No sabiendo qué hacer en la prueba, Antonio recurre con gran naturalidad a la oración, como probablemente hacía de manera habitual. Su oración puede haber tenido también una cierta permanencia, como la prueba misma. Lo sugiere el verbo en el imperfecto: “Y decía a Dios…” [9].

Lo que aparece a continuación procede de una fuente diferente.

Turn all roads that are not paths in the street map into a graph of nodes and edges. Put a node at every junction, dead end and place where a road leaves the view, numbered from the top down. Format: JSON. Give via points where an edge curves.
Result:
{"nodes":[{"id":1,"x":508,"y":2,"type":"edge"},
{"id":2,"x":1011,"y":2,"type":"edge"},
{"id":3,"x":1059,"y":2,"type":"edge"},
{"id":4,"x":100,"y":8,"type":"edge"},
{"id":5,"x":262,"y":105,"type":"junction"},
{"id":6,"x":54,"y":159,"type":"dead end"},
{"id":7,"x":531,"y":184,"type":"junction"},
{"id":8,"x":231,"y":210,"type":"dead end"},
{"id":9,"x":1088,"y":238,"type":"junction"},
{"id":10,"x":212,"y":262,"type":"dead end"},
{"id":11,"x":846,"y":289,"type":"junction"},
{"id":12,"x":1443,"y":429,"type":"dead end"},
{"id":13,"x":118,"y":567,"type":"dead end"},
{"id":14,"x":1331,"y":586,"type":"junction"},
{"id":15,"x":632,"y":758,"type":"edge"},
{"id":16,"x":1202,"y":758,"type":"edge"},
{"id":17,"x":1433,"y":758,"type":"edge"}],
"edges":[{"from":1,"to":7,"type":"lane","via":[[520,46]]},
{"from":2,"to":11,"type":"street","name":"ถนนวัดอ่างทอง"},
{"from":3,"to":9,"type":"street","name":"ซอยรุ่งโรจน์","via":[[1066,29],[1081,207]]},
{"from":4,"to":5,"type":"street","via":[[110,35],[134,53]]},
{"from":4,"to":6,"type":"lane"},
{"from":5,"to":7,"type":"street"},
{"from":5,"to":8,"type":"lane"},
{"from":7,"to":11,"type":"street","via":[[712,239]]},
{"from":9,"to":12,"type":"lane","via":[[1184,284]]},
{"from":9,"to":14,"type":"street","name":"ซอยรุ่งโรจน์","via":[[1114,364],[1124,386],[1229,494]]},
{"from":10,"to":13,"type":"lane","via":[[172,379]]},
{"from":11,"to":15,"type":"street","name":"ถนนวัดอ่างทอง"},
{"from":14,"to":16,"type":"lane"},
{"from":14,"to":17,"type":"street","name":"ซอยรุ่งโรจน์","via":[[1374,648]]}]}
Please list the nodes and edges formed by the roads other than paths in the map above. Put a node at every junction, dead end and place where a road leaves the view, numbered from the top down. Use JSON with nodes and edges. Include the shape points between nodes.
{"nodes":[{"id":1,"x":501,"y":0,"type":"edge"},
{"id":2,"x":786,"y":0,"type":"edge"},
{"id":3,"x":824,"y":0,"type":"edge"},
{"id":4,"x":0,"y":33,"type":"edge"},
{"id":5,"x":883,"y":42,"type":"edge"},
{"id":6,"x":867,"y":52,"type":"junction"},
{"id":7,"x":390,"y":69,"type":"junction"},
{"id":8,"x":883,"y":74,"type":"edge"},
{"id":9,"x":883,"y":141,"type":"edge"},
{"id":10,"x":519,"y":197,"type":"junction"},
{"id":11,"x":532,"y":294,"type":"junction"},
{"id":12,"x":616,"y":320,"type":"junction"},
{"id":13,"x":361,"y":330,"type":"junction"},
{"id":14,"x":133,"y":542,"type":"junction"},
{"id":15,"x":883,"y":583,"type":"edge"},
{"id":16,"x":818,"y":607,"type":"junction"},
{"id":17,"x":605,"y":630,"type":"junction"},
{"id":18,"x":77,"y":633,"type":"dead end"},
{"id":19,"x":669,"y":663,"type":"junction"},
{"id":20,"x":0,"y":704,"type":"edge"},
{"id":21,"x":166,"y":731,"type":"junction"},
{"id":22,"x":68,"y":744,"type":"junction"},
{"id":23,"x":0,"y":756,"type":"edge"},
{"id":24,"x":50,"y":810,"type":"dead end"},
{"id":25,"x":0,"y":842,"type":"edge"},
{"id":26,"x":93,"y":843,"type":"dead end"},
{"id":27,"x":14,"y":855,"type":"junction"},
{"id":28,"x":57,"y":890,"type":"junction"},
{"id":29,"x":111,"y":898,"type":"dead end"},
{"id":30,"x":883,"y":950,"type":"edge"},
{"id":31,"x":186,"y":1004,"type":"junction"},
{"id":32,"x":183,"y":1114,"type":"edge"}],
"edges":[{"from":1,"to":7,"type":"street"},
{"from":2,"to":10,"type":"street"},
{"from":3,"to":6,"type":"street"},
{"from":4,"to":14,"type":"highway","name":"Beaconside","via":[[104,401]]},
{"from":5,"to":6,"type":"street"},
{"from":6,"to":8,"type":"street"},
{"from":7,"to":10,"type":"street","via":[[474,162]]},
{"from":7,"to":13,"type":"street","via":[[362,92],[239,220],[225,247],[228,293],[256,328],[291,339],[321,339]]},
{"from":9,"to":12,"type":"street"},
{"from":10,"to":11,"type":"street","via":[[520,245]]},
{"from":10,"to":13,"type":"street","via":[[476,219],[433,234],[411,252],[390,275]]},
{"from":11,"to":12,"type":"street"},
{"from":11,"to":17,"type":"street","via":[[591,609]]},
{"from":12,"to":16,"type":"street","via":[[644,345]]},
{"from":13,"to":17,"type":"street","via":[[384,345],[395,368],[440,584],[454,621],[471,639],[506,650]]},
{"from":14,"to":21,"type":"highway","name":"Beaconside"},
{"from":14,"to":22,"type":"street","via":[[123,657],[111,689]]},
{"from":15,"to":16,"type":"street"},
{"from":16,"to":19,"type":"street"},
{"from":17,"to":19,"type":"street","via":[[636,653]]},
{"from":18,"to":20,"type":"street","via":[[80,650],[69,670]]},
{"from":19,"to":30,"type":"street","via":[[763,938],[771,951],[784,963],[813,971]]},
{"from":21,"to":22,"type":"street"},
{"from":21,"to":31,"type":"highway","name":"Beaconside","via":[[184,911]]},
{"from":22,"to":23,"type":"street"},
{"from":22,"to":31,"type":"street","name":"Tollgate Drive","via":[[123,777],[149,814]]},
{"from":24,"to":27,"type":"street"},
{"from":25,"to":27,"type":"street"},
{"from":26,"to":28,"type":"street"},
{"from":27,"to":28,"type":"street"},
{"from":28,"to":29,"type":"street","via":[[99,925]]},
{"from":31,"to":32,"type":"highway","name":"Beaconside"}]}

Se puede también observar que la oración de Antonio está formulada en torno a los mismos términos utilizados a menudo por el discípulo que se dirige al anciano: “Abba, yo quiero ser salvado, pero los pensamientos no me dan tregua. ¿Qué debo hacer? ¿Cómo puedo ser salvado?” Antonio, que está solo en el desierto, no tiene un anciano a quien recurrir. Por esto se dirige directamente a Dios y le hace la misma pregunta que muchísimos monjes podrán posteriormente hacer a su abba. Pregunta que expresa la turbación, el desaliento, pero también una firme voluntad y una fe sólida. Se puede además agregar que, también para el monje que puede recurrir a un anciano, está siempre implícito el recurso a Dios, la oración acompaña siempre la pregunta. El recurso al abba no puede jamás sustituir al recurso a Dios. El verdadero abba es el Señor. “Señor, quiero ser salvado”: es la misma palabra que Dositeo repetirá incesantemente a su llegada al monasterio de Séridos, dos siglos después [10]. No sabía decir otra cosa. Se trata evidentemente de la disposición fundamental.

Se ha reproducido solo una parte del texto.